═══ Input records

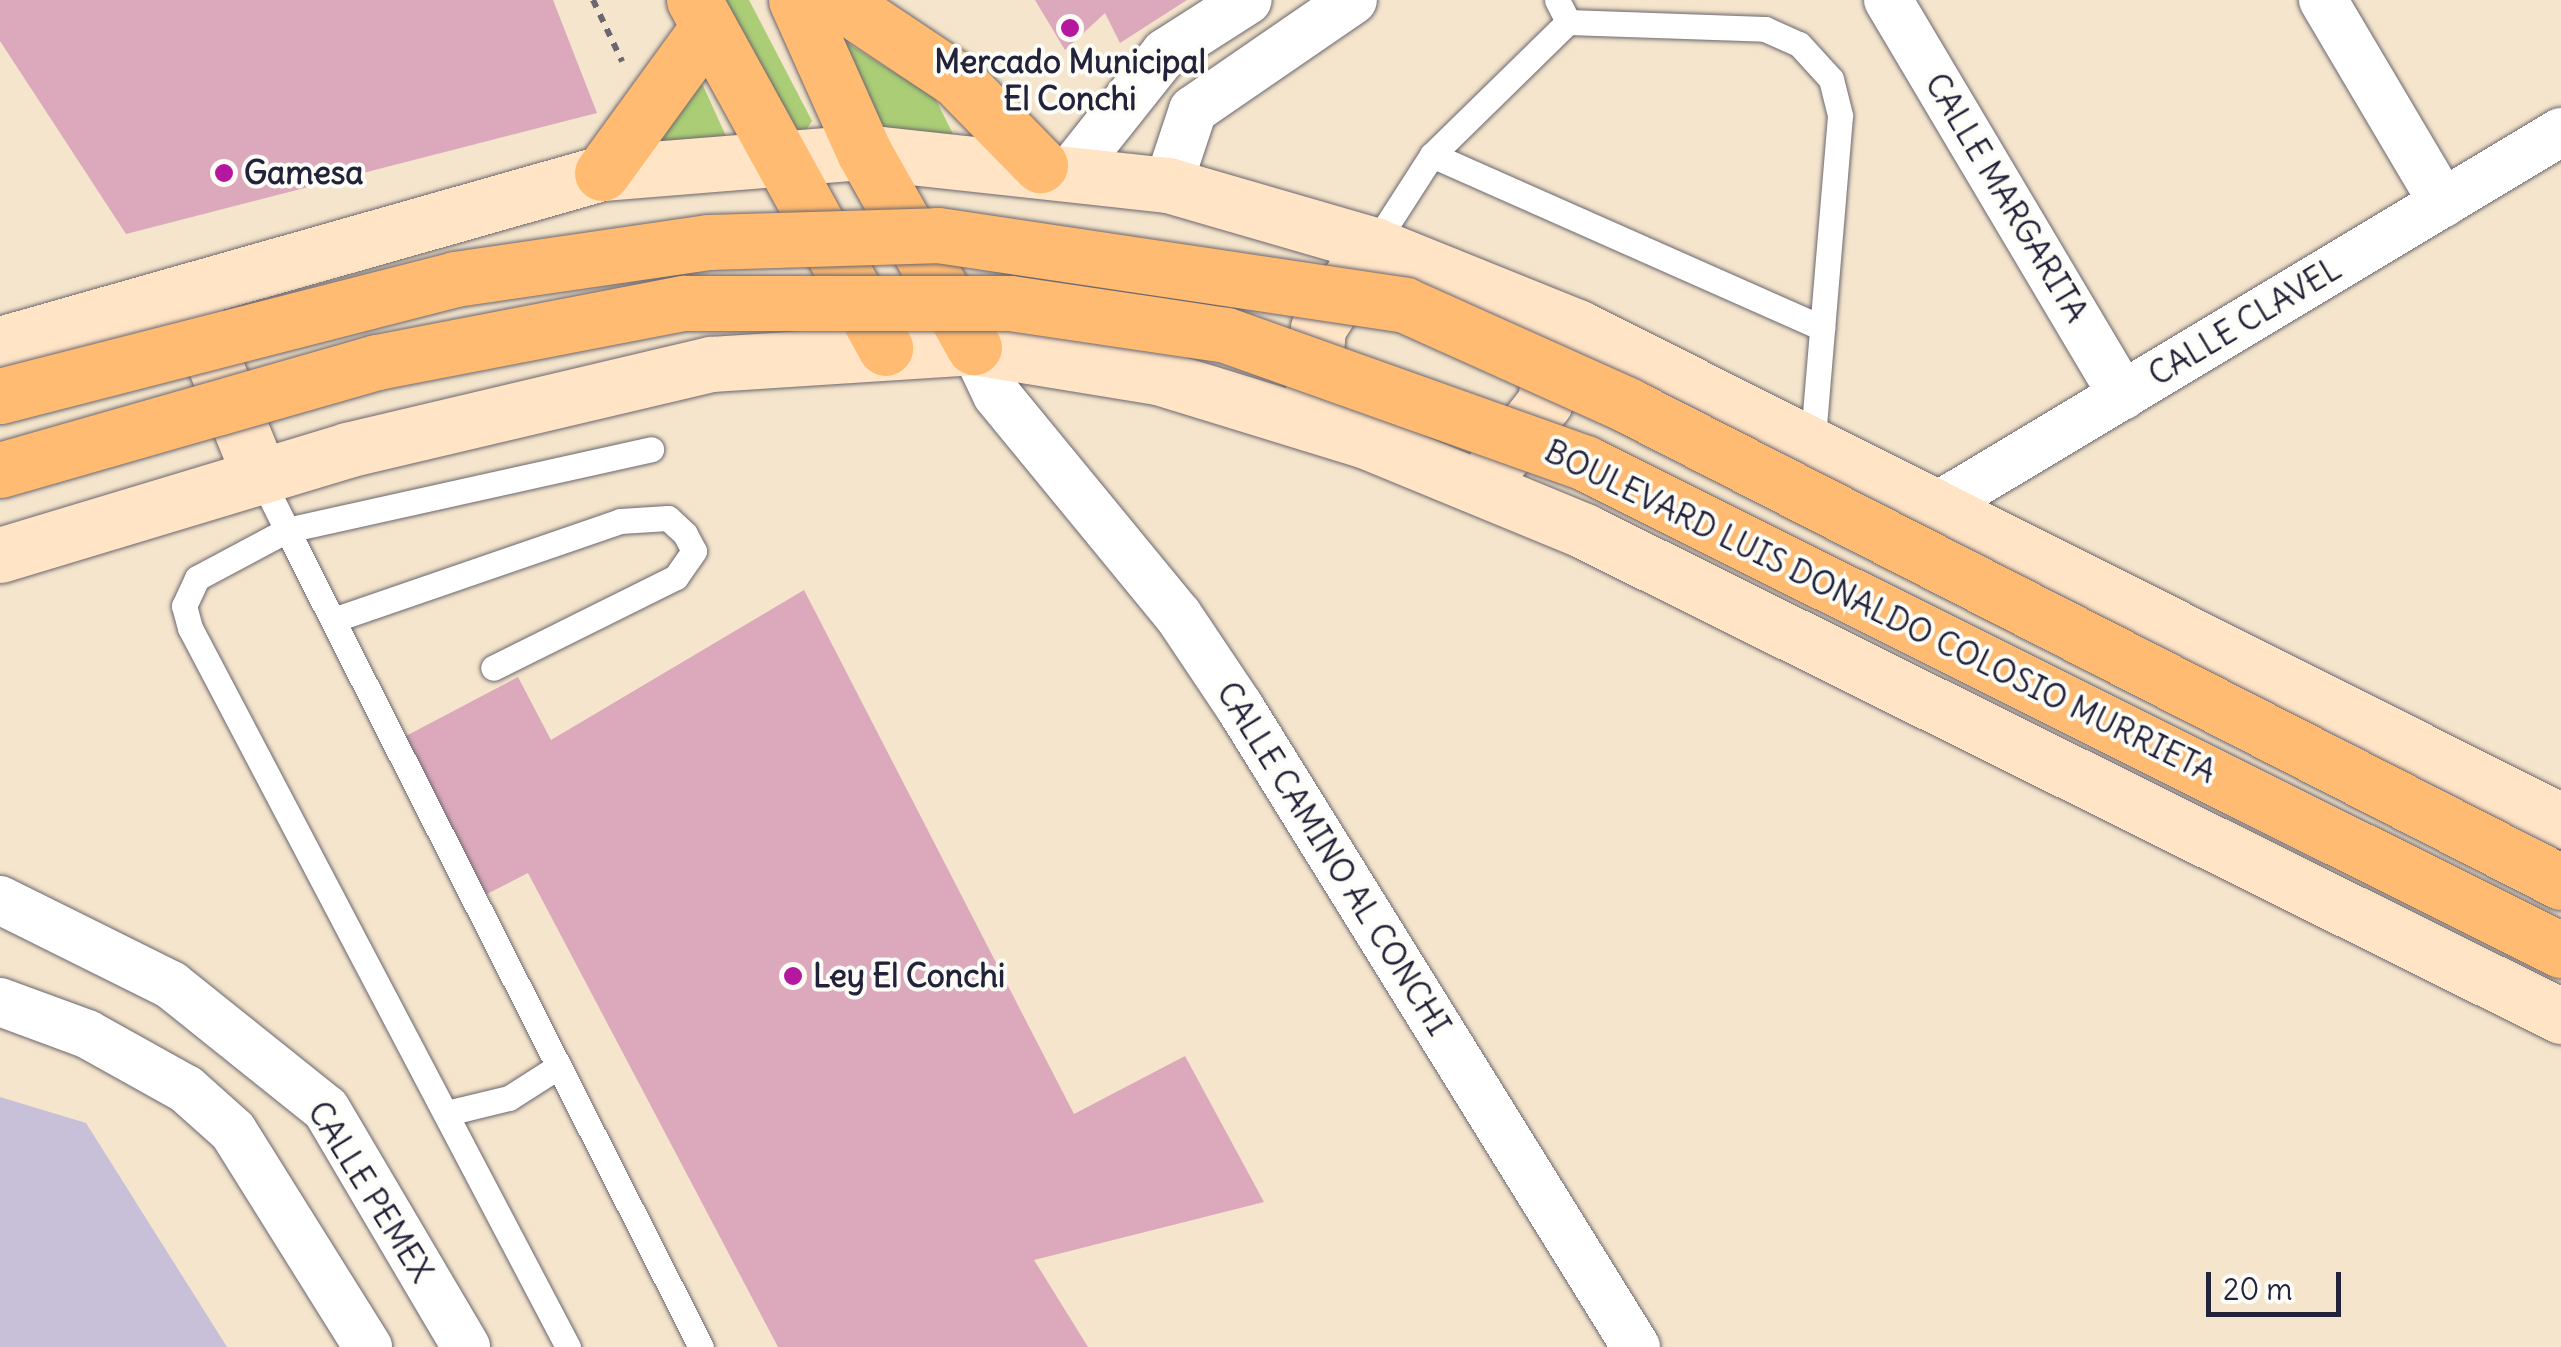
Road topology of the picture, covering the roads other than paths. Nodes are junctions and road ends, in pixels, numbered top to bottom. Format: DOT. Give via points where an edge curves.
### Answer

══════
═══ Input records

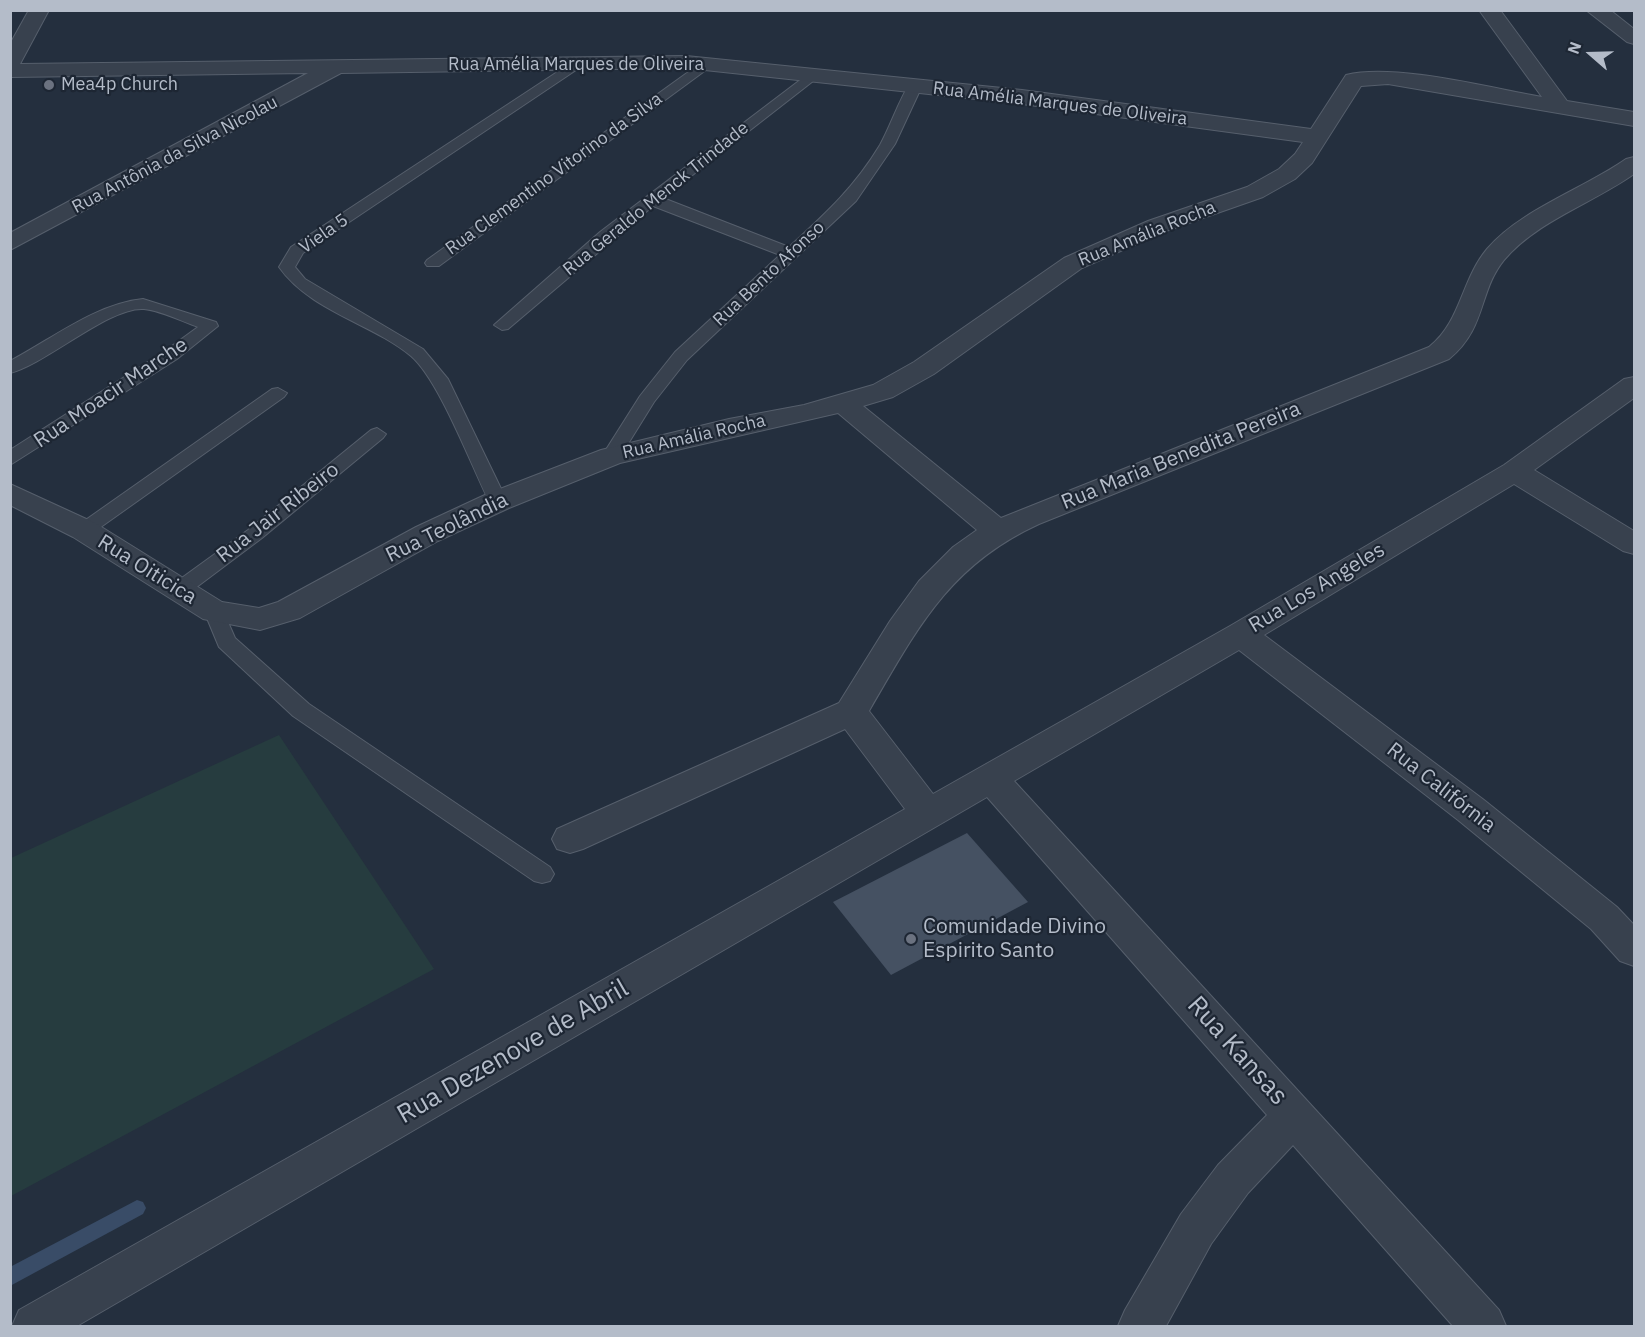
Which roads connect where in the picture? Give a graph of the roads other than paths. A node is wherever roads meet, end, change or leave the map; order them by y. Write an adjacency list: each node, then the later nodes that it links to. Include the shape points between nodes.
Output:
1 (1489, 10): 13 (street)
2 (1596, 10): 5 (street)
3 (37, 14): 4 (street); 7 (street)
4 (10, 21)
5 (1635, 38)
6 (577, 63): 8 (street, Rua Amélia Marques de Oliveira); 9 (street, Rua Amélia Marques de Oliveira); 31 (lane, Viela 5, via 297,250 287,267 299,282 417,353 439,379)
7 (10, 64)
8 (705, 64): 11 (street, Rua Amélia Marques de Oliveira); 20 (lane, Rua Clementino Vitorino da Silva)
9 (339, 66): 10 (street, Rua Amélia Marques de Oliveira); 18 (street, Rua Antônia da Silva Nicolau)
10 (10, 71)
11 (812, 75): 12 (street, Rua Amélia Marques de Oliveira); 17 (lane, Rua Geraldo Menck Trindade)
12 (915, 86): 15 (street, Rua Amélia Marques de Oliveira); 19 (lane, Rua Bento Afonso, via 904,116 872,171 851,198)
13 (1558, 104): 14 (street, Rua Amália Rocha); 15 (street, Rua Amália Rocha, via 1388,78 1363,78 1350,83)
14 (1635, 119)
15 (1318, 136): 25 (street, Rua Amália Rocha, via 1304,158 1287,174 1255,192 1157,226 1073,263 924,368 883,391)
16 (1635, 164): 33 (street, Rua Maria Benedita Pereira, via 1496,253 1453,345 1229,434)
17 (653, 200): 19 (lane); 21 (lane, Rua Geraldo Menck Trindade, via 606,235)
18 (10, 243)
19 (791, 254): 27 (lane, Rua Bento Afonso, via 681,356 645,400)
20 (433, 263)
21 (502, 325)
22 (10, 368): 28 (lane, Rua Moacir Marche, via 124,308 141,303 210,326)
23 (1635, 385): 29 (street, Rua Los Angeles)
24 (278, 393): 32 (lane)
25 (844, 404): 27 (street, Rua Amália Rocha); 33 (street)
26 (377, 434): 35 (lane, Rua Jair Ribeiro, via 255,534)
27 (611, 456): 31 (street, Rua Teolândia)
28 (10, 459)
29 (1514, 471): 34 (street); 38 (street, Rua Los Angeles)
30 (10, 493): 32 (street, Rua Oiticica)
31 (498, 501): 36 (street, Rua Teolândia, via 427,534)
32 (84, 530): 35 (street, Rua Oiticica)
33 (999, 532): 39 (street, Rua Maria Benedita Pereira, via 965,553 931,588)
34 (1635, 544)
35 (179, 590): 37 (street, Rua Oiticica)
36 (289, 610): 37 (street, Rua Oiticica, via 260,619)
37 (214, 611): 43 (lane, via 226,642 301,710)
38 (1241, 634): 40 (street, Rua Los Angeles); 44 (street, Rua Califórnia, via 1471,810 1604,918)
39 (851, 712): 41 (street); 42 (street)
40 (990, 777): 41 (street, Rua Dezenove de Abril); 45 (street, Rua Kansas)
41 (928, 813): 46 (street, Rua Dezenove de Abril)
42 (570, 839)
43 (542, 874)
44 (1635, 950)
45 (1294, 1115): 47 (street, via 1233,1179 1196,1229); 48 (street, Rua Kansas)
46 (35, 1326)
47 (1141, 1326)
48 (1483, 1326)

══════

Task directions >>
The lines to return are those in the material above that hold "where".

Answer box >>
Road topology of the picture, covering the roads other than paths. Nodes are junctions and road ends, in pixels, numbered top to bottom. Format: DOT. Give via points where an edge curves.
Which roads connect where in the picture? Give a graph of the roads other than paths. A node is wherever roads meet, end, change or leave the map; order them by y. Write an adjacency list: each node, then the later nodes that it links to. Include the shape points between nodes.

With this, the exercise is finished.